Abstract 16659: What Contributes to the Difference in Cost Between the CICU and NICU in Neonates Undergoing Congenital Heart Surgery?
Introduction: The mechanisms for previously reported increased costs of care for neonatal congenital heart surgery (CHS) in a neonatal intensive care unit (NICU) compared to a cardiac (CICU) or pediatric ICU (PICU) are not known. We leveraged decomposition analysis, commonly used in labor economics, to understand determinants of differences in cost by location of care.
Methods: Patient and center data were collected on neonates (<30 days old) who had CHS from 2003-13 using the Pediatric Health Information Systems. Differences in hospital costs adjusted for region and inflation based on care location (NICU vs. CICU/PICU) were modeled with gamma regression. A decomposition analysis with bootstrapping determined characteristic (explainable by differing covariate levels) and structural effects (if covariates are held constant).
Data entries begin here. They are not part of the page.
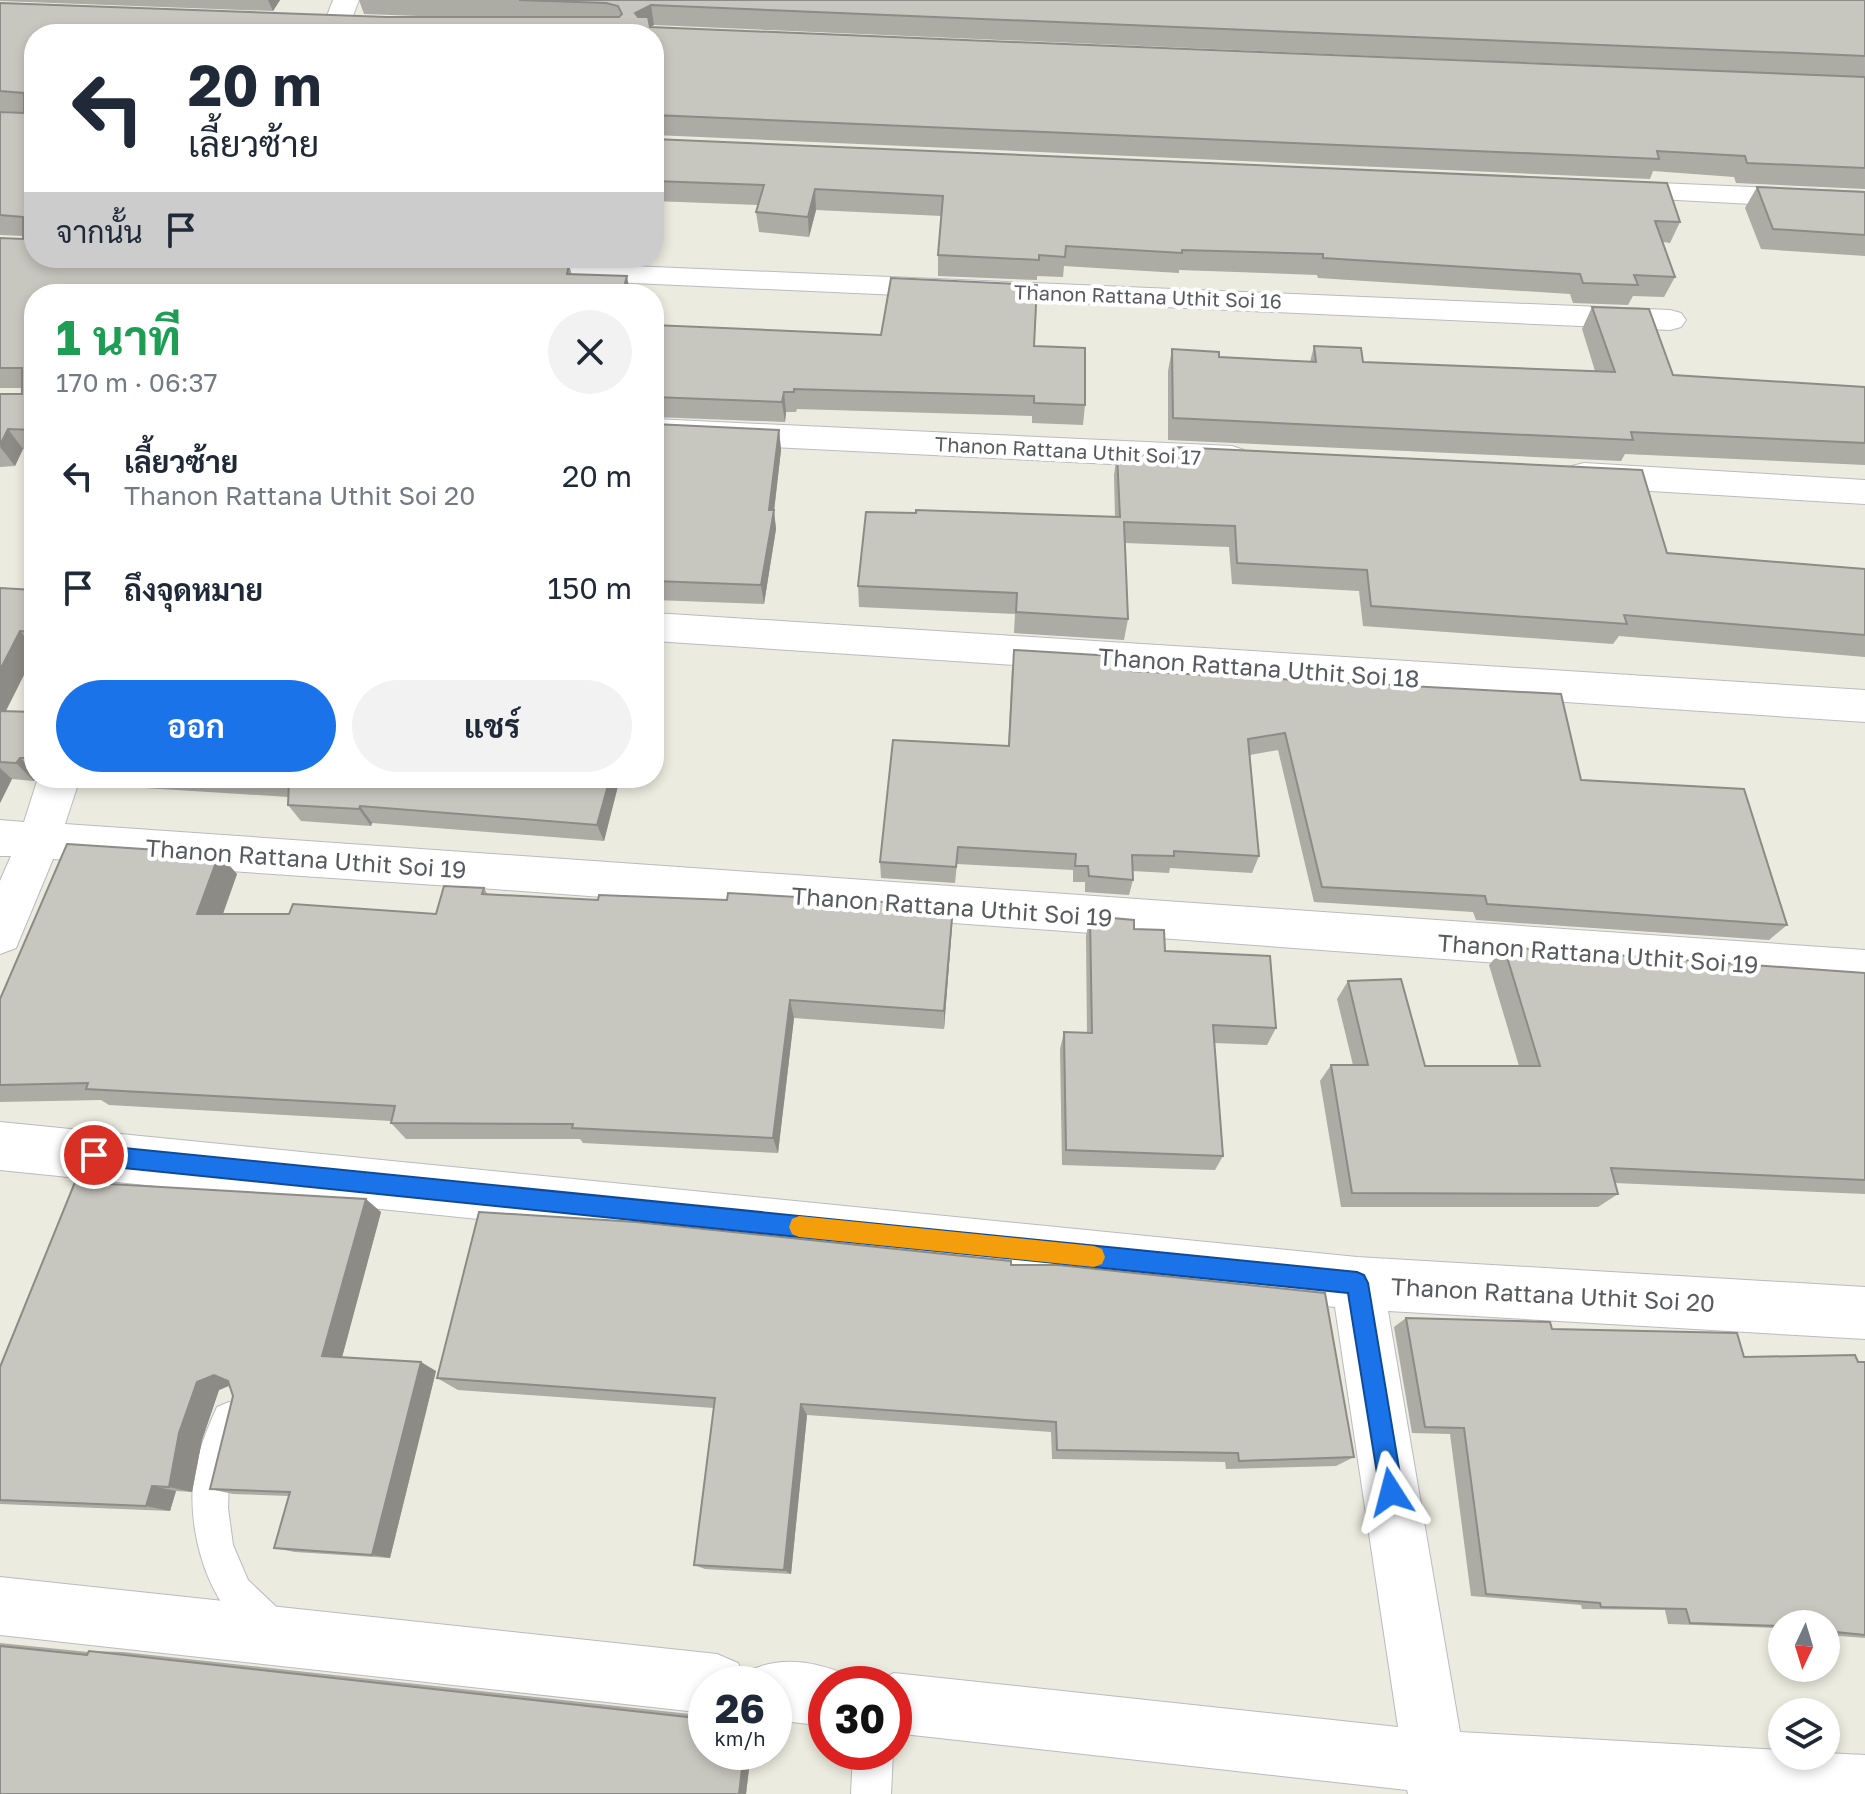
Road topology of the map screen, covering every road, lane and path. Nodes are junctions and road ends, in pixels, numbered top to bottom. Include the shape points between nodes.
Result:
1 (339, 19) edge
2 (307, 22) edge
3 (368, 24) edge
4 (1590, 189) edge
5 (1865, 201) edge
6 (485, 269) edge
7 (1670, 320) dead end
8 (664, 430) edge
9 (1269, 459) edge
10 (1556, 473) edge
11 (1865, 492) edge
12 (664, 628) edge
13 (1865, 706) edge
14 (52, 788) edge
15 (19, 839) edge
16 (0, 934) edge
17 (1865, 970) edge
18 (0, 1146) edge
19 (1357, 1283) junction
20 (1865, 1313) edge
21 (234, 1403) edge
22 (0, 1606) edge
23 (280, 1636) junction
24 (688, 1681) edge
25 (912, 1705) edge
26 (872, 1770) edge
27 (1437, 1778) edge
28 (1865, 1786) edge
29 (871, 1794) edge

1 - 2 street
1 - 3 street
4 - 5 street
6 - 7 street, Thanon Rattana Uthit Soi 16
8 - 9 street, Thanon Rattana Uthit Soi 17
10 - 11 street
12 - 13 street, Thanon Rattana Uthit Soi 18
14 - 15 street
15 - 16 street
15 - 17 street, Thanon Rattana Uthit Soi 19
18 - 19 street, Thanon Rattana Uthit Soi 20
19 - 20 street, Thanon Rattana Uthit Soi 20
19 - 27 street
21 - 23 lane via 211,1479 215,1545 235,1593
22 - 23 street
23 - 24 street
25 - 27 street
26 - 29 lane
27 - 28 street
Covariates included hospital volume, gender, admission age, RACHS-1 score, prematurity, payor, race, admission year, syndrome, infection, ECMO and delayed sternal closure.
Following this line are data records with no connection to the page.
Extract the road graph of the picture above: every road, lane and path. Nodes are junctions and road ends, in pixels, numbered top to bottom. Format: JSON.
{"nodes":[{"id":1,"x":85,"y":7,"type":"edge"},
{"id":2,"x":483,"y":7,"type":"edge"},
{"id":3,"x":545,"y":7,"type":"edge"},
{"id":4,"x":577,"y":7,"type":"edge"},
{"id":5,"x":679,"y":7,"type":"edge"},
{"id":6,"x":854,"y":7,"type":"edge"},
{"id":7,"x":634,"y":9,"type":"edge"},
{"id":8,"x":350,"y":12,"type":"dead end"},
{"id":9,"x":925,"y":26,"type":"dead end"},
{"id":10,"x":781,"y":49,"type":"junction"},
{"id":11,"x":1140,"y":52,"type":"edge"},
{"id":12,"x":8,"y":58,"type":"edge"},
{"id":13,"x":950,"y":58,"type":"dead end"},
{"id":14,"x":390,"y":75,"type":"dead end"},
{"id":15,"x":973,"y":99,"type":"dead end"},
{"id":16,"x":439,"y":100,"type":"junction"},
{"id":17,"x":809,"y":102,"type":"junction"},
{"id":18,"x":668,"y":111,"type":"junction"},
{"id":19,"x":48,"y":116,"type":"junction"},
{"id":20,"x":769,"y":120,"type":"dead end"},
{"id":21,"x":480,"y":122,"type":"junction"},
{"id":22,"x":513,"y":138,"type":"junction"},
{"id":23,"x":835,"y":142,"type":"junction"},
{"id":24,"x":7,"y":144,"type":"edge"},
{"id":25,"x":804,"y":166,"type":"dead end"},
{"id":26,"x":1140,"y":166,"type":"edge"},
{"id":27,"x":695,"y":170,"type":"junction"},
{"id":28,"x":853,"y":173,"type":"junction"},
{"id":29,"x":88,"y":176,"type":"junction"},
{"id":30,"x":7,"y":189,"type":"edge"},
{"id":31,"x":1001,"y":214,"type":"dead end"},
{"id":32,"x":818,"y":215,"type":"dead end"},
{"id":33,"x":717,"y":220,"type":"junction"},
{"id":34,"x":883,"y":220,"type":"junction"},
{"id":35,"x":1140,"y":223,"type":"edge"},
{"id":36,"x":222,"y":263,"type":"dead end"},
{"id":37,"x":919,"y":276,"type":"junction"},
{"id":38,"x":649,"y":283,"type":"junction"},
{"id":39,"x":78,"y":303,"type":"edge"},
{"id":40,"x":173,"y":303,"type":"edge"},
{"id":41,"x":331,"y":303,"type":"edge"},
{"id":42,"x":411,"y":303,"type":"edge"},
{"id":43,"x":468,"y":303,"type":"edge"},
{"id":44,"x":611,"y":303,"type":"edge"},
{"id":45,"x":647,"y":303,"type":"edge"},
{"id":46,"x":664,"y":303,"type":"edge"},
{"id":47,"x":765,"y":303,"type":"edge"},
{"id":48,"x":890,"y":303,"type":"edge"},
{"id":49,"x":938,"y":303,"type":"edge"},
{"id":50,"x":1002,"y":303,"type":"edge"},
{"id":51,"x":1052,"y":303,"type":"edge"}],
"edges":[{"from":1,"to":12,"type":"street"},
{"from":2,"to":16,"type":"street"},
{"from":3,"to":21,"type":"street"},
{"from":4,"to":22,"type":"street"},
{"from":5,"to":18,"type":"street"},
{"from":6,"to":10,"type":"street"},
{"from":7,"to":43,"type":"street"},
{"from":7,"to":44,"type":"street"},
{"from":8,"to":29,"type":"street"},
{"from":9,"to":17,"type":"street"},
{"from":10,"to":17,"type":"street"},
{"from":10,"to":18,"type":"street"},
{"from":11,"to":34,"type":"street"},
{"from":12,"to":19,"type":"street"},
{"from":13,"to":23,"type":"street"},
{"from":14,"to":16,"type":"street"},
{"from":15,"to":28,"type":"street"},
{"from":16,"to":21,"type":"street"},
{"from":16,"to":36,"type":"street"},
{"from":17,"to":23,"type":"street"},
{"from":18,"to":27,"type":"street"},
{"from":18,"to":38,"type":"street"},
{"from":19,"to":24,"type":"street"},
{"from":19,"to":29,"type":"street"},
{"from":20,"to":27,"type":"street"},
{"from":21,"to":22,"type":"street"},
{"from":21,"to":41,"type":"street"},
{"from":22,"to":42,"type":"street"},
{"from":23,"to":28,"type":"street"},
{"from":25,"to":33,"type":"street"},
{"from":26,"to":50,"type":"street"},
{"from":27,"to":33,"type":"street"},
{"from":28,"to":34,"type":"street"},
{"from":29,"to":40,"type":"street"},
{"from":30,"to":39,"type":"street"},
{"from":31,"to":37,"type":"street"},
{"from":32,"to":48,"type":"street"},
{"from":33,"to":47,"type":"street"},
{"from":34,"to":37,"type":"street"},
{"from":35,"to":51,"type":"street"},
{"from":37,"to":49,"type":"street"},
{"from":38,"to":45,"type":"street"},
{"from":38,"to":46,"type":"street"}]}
Results: For 20,595 neonates (NICU 47%, CICU/PICU 53%), NICU admission was associated with $22,222±3,430 higher unadjusted cost (p<0.001) compared to CICU/PICU admission. Characteristic effects accounted for $27,015±2,285 higher cost in the NICU (p<0.001). Contributing to this effect were higher rates of infection ($12,602±862, p<0.001), prematurity ($2,485±448, p<0.001), syndromes ($1,379±187, p<0.001), lower hospital volume ($10,587±731, p<0.001) and lower admission age ($3,979±823, p<0.001) for the NICU vs. CICU/PICU. Aggregate structural effects were not associated with cost differences (p=0.1), but were significantly different for some covariates examined individually, including higher NICU costs when admission age ($5,220±1361, p<0.001) and infection rates were held constant ($3,485±1334, p=0.009).
Conclusions: While many factors increasing cost of CHS care in the NICU may not be modifiable, the infection rates which contributed most to higher costs (compared to CICU/PICU) is a modifiable target. Higher costs in the NICU vs. CICU/PICU even when infection and admission age are constant may be secondary to differing overhead cost structures that require further delineation.
Author Disclosures: J.T. Johnson: None. K. Sullivan: None. X. Sheng: None. T. Greene: None. D. Bailly: None. A. Eckhauser: None. L. Minich: None. N. Pinto: None.
- © 2016 by American Heart Association, Inc.